Records from a data collection:
______

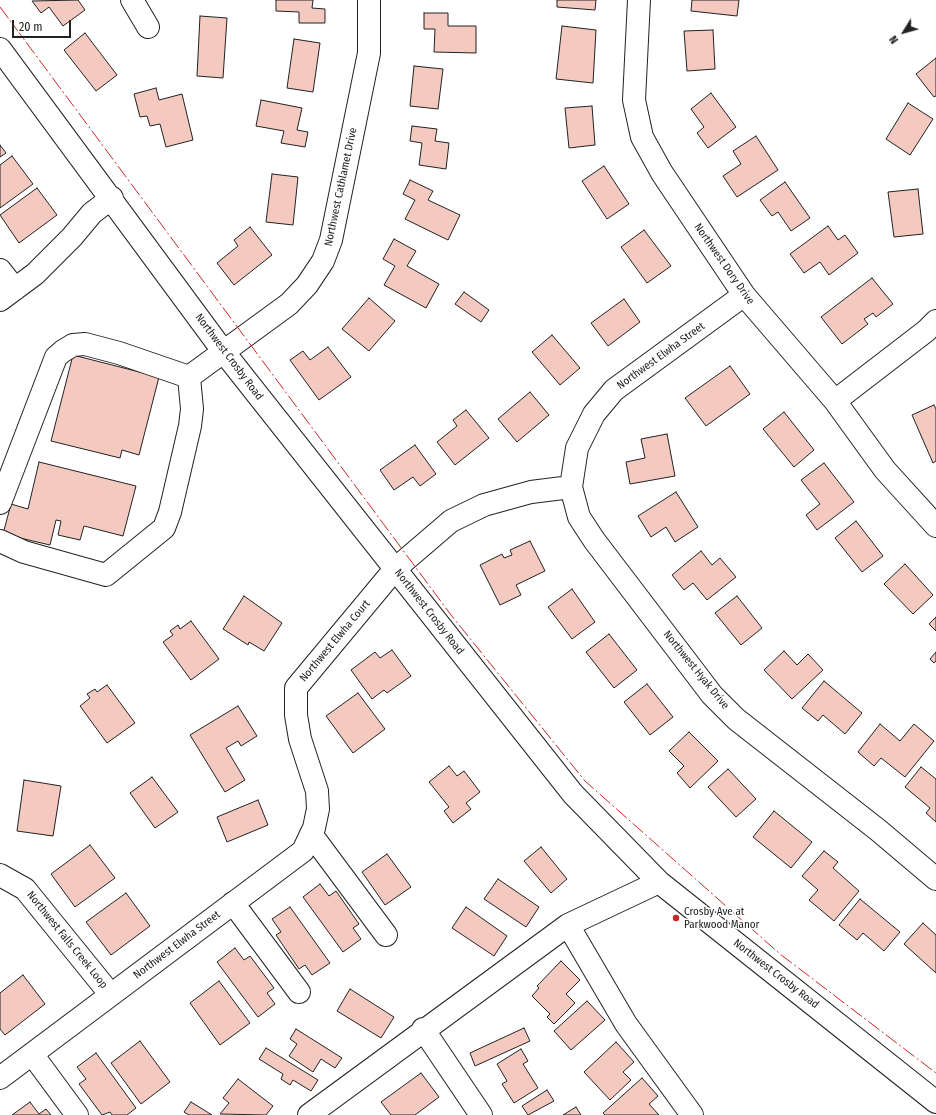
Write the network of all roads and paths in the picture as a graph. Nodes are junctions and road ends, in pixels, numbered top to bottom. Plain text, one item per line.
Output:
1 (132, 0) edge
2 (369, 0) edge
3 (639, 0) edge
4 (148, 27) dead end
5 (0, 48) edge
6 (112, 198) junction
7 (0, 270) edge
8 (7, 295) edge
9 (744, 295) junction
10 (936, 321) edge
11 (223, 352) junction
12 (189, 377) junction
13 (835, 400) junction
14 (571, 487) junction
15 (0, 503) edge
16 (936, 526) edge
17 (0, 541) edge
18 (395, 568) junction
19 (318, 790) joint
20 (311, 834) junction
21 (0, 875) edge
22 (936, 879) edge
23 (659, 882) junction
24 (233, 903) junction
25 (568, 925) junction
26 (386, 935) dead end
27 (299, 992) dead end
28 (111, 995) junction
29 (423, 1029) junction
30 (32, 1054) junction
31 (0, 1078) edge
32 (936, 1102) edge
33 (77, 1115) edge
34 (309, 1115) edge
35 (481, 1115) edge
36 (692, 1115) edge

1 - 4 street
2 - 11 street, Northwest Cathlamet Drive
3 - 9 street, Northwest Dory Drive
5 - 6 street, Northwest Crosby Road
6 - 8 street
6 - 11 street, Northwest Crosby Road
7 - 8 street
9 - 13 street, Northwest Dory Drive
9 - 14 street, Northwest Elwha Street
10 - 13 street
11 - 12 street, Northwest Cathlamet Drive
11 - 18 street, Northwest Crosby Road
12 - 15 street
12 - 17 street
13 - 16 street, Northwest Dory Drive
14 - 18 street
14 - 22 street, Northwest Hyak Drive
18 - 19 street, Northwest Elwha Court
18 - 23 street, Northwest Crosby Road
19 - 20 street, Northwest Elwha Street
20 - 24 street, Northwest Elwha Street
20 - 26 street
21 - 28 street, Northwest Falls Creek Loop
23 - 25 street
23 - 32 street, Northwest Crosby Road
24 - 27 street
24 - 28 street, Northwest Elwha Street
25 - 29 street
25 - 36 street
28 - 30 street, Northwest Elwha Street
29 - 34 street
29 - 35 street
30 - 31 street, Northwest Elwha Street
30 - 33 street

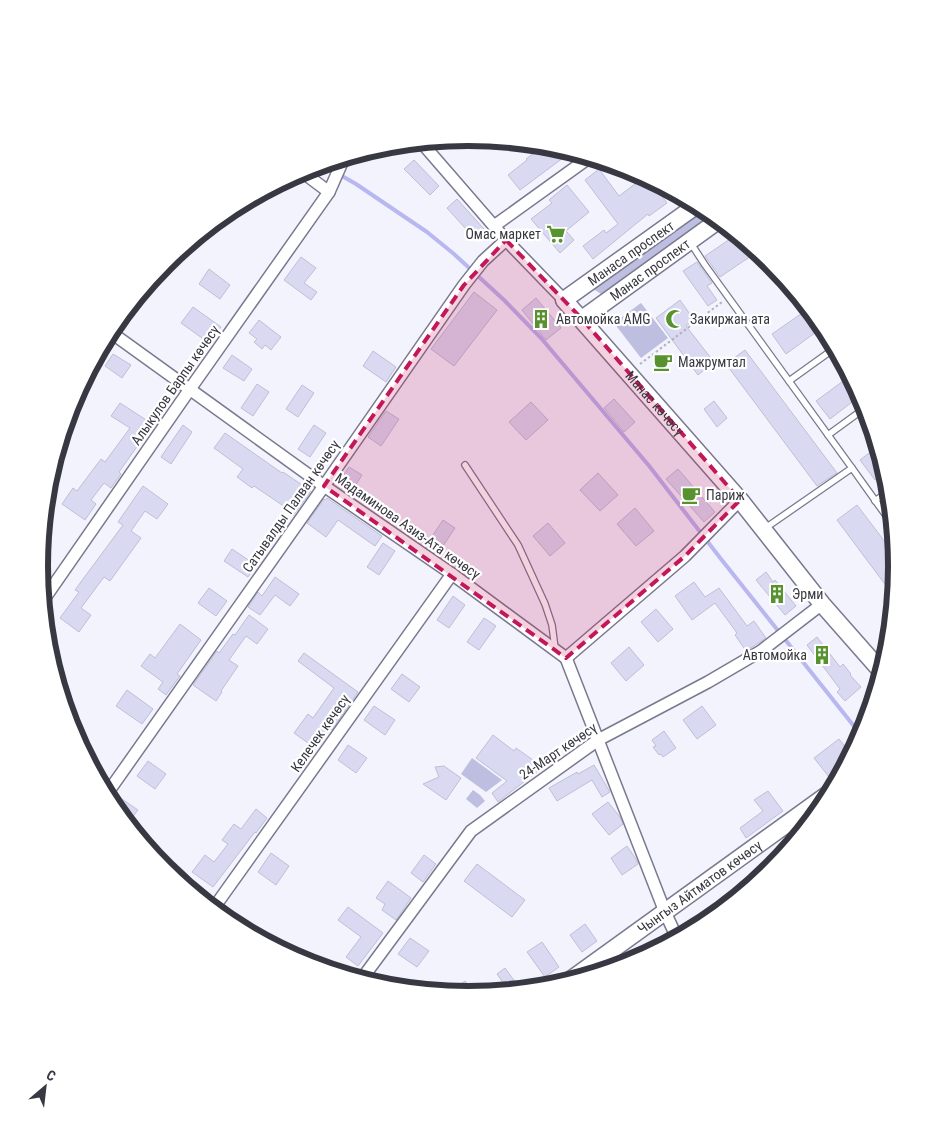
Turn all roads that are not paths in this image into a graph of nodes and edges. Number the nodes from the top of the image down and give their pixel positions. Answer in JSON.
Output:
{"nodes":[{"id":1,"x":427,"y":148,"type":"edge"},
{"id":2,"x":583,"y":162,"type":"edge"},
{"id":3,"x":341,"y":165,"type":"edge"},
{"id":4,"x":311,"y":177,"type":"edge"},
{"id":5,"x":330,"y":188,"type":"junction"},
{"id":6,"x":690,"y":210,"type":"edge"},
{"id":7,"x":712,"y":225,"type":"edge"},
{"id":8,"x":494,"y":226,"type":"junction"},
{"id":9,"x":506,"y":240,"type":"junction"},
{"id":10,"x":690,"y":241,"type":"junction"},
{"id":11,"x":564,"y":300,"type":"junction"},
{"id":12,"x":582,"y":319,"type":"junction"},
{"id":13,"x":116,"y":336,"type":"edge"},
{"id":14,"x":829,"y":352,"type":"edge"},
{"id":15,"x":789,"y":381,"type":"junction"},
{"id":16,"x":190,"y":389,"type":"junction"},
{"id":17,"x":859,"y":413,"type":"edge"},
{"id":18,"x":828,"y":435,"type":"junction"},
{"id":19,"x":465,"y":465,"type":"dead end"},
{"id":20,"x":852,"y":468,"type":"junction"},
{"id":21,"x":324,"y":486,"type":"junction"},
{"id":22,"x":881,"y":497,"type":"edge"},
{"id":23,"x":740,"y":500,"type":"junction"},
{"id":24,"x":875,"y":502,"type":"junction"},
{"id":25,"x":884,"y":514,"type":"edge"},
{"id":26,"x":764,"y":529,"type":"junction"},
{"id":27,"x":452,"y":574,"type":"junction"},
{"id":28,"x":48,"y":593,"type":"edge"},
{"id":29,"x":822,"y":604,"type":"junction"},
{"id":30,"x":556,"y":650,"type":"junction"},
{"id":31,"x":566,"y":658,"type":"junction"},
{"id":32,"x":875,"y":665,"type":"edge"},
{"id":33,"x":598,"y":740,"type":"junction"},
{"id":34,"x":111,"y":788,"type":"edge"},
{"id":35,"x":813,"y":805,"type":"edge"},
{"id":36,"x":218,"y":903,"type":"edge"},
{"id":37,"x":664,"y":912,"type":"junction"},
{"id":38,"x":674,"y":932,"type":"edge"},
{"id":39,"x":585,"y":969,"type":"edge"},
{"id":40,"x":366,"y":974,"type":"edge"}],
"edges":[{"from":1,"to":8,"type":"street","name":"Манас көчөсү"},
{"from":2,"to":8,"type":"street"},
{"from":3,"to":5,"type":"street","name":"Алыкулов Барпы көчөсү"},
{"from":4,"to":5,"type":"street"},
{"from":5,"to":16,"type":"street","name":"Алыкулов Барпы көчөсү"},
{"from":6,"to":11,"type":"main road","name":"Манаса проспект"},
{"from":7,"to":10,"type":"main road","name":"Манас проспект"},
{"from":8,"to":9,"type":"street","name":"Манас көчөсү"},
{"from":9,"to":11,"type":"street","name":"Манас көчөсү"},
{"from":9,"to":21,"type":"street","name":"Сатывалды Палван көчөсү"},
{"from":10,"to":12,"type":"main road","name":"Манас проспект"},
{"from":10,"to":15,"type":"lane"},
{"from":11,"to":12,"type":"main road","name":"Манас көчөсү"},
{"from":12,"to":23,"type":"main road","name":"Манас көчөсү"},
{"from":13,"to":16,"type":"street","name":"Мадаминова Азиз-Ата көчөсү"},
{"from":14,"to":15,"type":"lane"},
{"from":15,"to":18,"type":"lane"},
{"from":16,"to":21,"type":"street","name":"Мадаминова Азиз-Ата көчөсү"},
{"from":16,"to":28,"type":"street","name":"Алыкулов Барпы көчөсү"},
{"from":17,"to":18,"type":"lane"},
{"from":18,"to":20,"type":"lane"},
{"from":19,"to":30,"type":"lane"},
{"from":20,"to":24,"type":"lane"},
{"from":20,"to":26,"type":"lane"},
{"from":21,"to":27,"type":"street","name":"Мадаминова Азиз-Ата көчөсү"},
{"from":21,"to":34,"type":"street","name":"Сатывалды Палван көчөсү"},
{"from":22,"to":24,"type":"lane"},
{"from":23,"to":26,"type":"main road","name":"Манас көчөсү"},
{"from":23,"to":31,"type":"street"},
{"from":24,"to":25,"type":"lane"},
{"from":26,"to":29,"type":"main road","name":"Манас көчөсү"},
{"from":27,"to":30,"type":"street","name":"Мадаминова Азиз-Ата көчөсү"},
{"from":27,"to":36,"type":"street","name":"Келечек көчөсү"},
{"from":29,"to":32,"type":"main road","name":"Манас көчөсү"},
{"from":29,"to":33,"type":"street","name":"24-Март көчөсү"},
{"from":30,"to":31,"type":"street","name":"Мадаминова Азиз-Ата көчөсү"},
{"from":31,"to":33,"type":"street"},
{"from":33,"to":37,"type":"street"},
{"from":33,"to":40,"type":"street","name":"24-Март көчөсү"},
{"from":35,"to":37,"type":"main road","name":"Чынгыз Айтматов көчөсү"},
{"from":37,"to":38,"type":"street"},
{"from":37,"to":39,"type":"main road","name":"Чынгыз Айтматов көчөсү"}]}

______

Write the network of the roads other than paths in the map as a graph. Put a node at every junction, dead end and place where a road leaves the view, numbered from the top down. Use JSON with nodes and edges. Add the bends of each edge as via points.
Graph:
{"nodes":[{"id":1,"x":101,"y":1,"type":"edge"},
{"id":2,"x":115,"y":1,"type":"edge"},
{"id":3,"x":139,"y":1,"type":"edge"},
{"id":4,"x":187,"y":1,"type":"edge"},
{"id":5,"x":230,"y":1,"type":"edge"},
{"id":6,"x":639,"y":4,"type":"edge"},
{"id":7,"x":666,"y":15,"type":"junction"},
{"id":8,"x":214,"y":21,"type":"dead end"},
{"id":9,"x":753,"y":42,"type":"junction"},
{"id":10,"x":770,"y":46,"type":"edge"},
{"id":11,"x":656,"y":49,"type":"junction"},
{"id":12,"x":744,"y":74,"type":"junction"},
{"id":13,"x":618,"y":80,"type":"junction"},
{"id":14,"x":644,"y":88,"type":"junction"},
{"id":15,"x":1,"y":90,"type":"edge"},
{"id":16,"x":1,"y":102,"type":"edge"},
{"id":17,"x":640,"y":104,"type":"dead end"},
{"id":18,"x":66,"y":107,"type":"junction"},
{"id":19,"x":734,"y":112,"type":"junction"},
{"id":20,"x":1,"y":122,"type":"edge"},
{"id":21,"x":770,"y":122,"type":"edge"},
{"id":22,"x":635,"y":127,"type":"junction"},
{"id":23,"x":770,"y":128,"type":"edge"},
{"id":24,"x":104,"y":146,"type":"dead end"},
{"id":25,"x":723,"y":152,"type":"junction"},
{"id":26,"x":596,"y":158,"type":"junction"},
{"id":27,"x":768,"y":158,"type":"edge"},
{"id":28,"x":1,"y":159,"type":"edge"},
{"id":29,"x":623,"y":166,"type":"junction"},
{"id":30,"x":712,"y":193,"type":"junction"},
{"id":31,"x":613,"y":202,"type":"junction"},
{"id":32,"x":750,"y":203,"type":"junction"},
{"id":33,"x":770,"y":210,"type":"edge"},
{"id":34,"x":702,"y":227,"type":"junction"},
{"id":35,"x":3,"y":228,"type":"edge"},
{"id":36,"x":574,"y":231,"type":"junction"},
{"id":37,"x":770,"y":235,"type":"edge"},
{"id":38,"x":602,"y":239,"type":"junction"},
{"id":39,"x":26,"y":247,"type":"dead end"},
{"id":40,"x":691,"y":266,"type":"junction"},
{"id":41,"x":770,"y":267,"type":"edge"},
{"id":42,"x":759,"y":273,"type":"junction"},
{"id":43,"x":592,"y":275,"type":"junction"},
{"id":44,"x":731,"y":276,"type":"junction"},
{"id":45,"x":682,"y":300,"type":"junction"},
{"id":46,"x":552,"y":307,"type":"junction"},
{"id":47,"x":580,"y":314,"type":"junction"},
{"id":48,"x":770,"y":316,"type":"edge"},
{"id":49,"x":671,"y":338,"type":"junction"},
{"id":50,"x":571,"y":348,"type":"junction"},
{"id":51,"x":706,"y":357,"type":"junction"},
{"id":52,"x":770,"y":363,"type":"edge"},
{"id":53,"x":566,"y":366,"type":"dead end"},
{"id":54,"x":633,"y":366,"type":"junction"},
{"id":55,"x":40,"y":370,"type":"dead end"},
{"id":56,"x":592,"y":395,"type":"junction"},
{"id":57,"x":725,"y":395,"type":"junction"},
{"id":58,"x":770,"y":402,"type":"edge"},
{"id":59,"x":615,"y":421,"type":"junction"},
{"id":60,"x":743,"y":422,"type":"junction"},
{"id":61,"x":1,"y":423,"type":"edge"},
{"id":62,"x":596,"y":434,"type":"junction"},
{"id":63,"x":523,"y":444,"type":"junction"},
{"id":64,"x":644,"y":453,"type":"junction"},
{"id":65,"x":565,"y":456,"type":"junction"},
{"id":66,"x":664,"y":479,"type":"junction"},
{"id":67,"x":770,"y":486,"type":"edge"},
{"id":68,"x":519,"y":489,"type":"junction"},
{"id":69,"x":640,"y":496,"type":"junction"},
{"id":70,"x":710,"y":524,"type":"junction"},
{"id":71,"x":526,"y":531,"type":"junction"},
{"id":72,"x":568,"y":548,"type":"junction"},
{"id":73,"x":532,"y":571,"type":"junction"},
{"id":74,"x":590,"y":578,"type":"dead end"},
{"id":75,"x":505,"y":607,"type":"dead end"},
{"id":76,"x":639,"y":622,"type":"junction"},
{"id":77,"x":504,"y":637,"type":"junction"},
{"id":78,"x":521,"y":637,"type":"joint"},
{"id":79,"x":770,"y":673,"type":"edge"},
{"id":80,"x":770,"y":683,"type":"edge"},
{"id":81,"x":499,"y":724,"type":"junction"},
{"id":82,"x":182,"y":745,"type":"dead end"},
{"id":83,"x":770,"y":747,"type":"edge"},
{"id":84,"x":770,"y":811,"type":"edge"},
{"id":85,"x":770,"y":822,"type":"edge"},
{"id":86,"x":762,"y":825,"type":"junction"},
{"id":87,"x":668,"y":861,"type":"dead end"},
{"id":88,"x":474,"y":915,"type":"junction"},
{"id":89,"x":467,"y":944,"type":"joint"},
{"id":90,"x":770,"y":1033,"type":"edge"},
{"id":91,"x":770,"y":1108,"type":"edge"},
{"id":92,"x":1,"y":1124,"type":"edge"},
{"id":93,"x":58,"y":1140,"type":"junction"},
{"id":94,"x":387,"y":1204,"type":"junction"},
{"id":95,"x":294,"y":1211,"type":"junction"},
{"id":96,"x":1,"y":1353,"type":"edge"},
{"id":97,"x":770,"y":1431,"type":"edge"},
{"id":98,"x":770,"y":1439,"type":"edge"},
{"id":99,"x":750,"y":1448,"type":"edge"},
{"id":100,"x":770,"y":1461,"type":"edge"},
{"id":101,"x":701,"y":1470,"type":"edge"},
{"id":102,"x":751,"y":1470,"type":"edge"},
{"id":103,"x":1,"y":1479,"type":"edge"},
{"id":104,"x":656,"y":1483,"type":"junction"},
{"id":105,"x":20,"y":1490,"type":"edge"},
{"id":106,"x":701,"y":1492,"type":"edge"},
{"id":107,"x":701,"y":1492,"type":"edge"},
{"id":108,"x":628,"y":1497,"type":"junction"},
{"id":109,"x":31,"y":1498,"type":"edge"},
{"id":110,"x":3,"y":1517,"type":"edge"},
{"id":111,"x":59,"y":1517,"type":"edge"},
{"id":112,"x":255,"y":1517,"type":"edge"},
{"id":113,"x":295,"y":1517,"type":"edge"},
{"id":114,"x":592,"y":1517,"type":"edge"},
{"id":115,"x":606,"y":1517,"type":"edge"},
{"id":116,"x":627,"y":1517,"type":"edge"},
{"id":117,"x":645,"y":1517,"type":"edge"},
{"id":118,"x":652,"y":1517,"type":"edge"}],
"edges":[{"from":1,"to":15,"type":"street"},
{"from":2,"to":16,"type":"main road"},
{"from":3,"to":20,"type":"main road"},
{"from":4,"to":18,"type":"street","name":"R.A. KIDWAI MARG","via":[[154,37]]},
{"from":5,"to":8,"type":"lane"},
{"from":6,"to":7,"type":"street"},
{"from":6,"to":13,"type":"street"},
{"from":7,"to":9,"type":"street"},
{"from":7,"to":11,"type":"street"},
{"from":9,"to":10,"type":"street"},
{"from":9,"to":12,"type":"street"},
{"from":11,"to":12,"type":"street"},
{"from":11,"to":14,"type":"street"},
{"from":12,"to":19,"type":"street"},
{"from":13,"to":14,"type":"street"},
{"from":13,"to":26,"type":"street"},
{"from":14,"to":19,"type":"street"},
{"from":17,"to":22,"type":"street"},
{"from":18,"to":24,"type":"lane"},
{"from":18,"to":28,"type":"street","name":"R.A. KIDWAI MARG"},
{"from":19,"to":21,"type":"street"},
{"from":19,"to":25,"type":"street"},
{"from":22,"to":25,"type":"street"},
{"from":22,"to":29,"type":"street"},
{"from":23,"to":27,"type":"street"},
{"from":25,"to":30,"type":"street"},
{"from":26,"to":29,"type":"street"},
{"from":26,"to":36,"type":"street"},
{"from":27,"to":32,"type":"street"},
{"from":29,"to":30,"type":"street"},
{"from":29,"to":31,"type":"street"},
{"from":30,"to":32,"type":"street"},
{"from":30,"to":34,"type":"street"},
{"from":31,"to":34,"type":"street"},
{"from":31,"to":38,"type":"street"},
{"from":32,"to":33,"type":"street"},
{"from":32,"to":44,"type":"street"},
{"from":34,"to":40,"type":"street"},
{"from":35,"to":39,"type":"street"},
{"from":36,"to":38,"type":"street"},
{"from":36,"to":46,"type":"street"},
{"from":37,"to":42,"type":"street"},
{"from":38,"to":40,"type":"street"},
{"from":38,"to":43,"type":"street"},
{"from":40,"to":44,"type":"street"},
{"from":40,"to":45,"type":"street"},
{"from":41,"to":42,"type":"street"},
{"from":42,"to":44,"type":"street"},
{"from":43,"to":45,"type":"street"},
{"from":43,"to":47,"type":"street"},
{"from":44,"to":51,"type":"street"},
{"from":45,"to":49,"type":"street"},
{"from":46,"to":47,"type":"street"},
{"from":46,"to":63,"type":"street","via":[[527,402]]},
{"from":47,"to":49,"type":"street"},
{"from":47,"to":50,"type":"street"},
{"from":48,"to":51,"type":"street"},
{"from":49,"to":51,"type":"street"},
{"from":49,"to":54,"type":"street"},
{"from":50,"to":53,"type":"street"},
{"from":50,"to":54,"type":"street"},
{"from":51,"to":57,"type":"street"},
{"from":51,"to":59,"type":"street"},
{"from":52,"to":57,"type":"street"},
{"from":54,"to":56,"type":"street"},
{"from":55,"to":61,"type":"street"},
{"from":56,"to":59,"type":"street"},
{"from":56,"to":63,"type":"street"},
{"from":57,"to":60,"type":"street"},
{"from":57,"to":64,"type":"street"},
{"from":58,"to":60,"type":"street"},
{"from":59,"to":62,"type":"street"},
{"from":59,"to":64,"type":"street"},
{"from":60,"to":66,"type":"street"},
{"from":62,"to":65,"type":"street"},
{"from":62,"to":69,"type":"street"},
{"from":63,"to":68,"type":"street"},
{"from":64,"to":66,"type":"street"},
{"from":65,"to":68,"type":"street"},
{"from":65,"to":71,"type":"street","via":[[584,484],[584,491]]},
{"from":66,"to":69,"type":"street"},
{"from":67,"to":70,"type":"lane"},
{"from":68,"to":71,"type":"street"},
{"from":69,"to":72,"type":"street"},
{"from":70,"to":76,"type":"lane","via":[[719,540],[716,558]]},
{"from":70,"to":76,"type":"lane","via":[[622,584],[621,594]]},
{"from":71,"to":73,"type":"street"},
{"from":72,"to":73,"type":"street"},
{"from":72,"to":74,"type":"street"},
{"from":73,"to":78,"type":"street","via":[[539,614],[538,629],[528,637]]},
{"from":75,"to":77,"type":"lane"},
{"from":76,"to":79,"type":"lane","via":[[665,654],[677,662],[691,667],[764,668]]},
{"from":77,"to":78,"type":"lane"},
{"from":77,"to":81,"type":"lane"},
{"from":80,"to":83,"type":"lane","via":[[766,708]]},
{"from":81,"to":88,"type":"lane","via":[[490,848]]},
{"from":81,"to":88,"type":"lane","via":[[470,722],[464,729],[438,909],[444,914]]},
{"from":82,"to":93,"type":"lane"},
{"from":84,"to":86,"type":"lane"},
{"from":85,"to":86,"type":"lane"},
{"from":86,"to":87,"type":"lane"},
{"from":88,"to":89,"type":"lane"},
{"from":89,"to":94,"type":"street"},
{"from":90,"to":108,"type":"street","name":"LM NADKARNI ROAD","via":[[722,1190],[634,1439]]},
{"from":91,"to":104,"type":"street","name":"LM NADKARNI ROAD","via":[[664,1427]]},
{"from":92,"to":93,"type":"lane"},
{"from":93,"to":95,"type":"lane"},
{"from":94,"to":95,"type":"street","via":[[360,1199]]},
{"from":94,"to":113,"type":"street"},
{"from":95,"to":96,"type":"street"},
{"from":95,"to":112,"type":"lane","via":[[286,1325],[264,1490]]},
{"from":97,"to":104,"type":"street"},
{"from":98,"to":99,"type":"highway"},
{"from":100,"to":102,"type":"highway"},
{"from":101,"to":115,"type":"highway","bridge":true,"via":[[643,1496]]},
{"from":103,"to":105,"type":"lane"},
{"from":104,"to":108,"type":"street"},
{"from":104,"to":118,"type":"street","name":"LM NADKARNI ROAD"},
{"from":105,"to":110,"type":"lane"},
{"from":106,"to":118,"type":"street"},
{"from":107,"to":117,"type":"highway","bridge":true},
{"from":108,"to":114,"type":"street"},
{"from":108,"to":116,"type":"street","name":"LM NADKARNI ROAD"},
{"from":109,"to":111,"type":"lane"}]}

______

**EXERCISE DETAILS:** In the records above, find each line with the word "Elwha" and copy it out.

**RESPONSE:**
9 - 14 street, Northwest Elwha Street
18 - 19 street, Northwest Elwha Court
19 - 20 street, Northwest Elwha Street
20 - 24 street, Northwest Elwha Street
24 - 28 street, Northwest Elwha Street
28 - 30 street, Northwest Elwha Street
30 - 31 street, Northwest Elwha Street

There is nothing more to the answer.